Required work: Retype the entries in full.

Exercise inputs:
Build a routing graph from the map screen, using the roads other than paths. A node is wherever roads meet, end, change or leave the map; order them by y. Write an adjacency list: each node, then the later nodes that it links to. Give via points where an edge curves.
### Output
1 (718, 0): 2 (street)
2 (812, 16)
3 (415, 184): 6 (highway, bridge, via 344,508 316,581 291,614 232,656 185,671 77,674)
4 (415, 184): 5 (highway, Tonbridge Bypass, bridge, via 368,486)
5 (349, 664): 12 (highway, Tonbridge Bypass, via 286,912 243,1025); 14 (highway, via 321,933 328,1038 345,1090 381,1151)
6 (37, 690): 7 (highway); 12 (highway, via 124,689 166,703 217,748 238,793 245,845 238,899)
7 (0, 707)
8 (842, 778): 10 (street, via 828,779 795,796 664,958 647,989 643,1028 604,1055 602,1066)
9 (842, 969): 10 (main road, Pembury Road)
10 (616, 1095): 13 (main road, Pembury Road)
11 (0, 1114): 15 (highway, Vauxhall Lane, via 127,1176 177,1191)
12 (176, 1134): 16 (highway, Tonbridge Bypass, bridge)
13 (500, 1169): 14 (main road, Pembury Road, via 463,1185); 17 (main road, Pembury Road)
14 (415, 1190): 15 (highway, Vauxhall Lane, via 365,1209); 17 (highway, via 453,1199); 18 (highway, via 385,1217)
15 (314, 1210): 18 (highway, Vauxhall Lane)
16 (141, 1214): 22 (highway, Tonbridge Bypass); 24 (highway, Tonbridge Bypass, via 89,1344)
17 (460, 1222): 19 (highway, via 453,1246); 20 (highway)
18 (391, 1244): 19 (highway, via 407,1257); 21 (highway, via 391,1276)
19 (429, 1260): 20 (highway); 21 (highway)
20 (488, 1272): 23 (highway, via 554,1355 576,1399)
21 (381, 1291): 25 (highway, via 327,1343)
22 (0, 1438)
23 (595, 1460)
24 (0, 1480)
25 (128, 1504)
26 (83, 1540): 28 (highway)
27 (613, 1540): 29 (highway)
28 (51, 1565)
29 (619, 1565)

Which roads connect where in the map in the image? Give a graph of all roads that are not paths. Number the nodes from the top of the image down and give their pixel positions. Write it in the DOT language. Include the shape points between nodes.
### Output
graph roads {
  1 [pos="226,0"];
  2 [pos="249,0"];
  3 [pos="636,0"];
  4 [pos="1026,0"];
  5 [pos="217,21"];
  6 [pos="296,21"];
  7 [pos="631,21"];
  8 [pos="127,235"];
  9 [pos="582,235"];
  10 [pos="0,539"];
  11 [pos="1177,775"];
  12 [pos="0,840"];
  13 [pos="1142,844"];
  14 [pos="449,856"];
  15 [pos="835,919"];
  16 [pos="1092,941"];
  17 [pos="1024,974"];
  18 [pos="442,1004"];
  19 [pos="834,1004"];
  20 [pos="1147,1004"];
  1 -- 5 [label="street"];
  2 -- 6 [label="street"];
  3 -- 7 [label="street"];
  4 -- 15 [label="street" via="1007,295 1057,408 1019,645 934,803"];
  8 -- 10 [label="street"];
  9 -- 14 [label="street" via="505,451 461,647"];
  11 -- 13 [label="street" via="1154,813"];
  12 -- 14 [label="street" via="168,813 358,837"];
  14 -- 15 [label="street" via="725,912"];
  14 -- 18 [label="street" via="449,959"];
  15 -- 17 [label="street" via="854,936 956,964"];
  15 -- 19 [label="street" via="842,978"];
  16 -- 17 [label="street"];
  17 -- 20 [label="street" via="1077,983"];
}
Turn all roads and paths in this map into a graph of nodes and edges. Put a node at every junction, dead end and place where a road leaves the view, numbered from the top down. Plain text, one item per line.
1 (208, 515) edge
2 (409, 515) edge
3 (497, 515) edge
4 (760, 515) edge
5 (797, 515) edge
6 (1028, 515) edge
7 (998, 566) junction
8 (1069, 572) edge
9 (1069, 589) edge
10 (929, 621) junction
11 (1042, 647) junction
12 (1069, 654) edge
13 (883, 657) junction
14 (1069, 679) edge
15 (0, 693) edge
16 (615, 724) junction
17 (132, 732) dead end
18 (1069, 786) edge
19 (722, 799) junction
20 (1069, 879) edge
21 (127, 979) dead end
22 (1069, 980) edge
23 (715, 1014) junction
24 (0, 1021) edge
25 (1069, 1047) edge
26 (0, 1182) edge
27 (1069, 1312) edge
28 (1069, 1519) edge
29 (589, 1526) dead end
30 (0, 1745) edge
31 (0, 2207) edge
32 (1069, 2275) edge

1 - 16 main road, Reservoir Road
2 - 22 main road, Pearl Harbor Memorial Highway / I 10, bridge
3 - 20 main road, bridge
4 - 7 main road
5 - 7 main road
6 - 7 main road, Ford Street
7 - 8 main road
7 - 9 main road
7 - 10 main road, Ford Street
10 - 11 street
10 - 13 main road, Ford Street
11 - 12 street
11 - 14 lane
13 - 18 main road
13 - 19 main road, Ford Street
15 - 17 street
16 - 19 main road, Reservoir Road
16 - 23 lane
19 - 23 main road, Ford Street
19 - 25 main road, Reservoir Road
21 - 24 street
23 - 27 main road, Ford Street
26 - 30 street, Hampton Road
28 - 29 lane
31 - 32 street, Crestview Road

Your response:
Build a routing graph from the map screen, using the roads other than paths. A node is wherever roads meet, end, change or leave the map; order them by y. Write an adjacency list: each node, then the later nodes that it links to. Give via points where an edge curves.
### Output
1 (718, 0): 2 (street)
2 (812, 16)
3 (415, 184): 6 (highway, bridge, via 344,508 316,581 291,614 232,656 185,671 77,674)
4 (415, 184): 5 (highway, Tonbridge Bypass, bridge, via 368,486)
5 (349, 664): 12 (highway, Tonbridge Bypass, via 286,912 243,1025); 14 (highway, via 321,933 328,1038 345,1090 381,1151)
6 (37, 690): 7 (highway); 12 (highway, via 124,689 166,703 217,748 238,793 245,845 238,899)
7 (0, 707)
8 (842, 778): 10 (street, via 828,779 795,796 664,958 647,989 643,1028 604,1055 602,1066)
9 (842, 969): 10 (main road, Pembury Road)
10 (616, 1095): 13 (main road, Pembury Road)
11 (0, 1114): 15 (highway, Vauxhall Lane, via 127,1176 177,1191)
12 (176, 1134): 16 (highway, Tonbridge Bypass, bridge)
13 (500, 1169): 14 (main road, Pembury Road, via 463,1185); 17 (main road, Pembury Road)
14 (415, 1190): 15 (highway, Vauxhall Lane, via 365,1209); 17 (highway, via 453,1199); 18 (highway, via 385,1217)
15 (314, 1210): 18 (highway, Vauxhall Lane)
16 (141, 1214): 22 (highway, Tonbridge Bypass); 24 (highway, Tonbridge Bypass, via 89,1344)
17 (460, 1222): 19 (highway, via 453,1246); 20 (highway)
18 (391, 1244): 19 (highway, via 407,1257); 21 (highway, via 391,1276)
19 (429, 1260): 20 (highway); 21 (highway)
20 (488, 1272): 23 (highway, via 554,1355 576,1399)
21 (381, 1291): 25 (highway, via 327,1343)
22 (0, 1438)
23 (595, 1460)
24 (0, 1480)
25 (128, 1504)
26 (83, 1540): 28 (highway)
27 (613, 1540): 29 (highway)
28 (51, 1565)
29 (619, 1565)

Which roads connect where in the map in the image? Give a graph of all roads that are not paths. Number the nodes from the top of the image down and give their pixel positions. Write it in the DOT language. Include the shape points between nodes.
### Output
graph roads {
  1 [pos="226,0"];
  2 [pos="249,0"];
  3 [pos="636,0"];
  4 [pos="1026,0"];
  5 [pos="217,21"];
  6 [pos="296,21"];
  7 [pos="631,21"];
  8 [pos="127,235"];
  9 [pos="582,235"];
  10 [pos="0,539"];
  11 [pos="1177,775"];
  12 [pos="0,840"];
  13 [pos="1142,844"];
  14 [pos="449,856"];
  15 [pos="835,919"];
  16 [pos="1092,941"];
  17 [pos="1024,974"];
  18 [pos="442,1004"];
  19 [pos="834,1004"];
  20 [pos="1147,1004"];
  1 -- 5 [label="street"];
  2 -- 6 [label="street"];
  3 -- 7 [label="street"];
  4 -- 15 [label="street" via="1007,295 1057,408 1019,645 934,803"];
  8 -- 10 [label="street"];
  9 -- 14 [label="street" via="505,451 461,647"];
  11 -- 13 [label="street" via="1154,813"];
  12 -- 14 [label="street" via="168,813 358,837"];
  14 -- 15 [label="street" via="725,912"];
  14 -- 18 [label="street" via="449,959"];
  15 -- 17 [label="street" via="854,936 956,964"];
  15 -- 19 [label="street" via="842,978"];
  16 -- 17 [label="street"];
  17 -- 20 [label="street" via="1077,983"];
}
Turn all roads and paths in this map into a graph of nodes and edges. Put a node at every junction, dead end and place where a road leaves the view, numbered from the top down. Plain text, one item per line.
1 (208, 515) edge
2 (409, 515) edge
3 (497, 515) edge
4 (760, 515) edge
5 (797, 515) edge
6 (1028, 515) edge
7 (998, 566) junction
8 (1069, 572) edge
9 (1069, 589) edge
10 (929, 621) junction
11 (1042, 647) junction
12 (1069, 654) edge
13 (883, 657) junction
14 (1069, 679) edge
15 (0, 693) edge
16 (615, 724) junction
17 (132, 732) dead end
18 (1069, 786) edge
19 (722, 799) junction
20 (1069, 879) edge
21 (127, 979) dead end
22 (1069, 980) edge
23 (715, 1014) junction
24 (0, 1021) edge
25 (1069, 1047) edge
26 (0, 1182) edge
27 (1069, 1312) edge
28 (1069, 1519) edge
29 (589, 1526) dead end
30 (0, 1745) edge
31 (0, 2207) edge
32 (1069, 2275) edge

1 - 16 main road, Reservoir Road
2 - 22 main road, Pearl Harbor Memorial Highway / I 10, bridge
3 - 20 main road, bridge
4 - 7 main road
5 - 7 main road
6 - 7 main road, Ford Street
7 - 8 main road
7 - 9 main road
7 - 10 main road, Ford Street
10 - 11 street
10 - 13 main road, Ford Street
11 - 12 street
11 - 14 lane
13 - 18 main road
13 - 19 main road, Ford Street
15 - 17 street
16 - 19 main road, Reservoir Road
16 - 23 lane
19 - 23 main road, Ford Street
19 - 25 main road, Reservoir Road
21 - 24 street
23 - 27 main road, Ford Street
26 - 30 street, Hampton Road
28 - 29 lane
31 - 32 street, Crestview Road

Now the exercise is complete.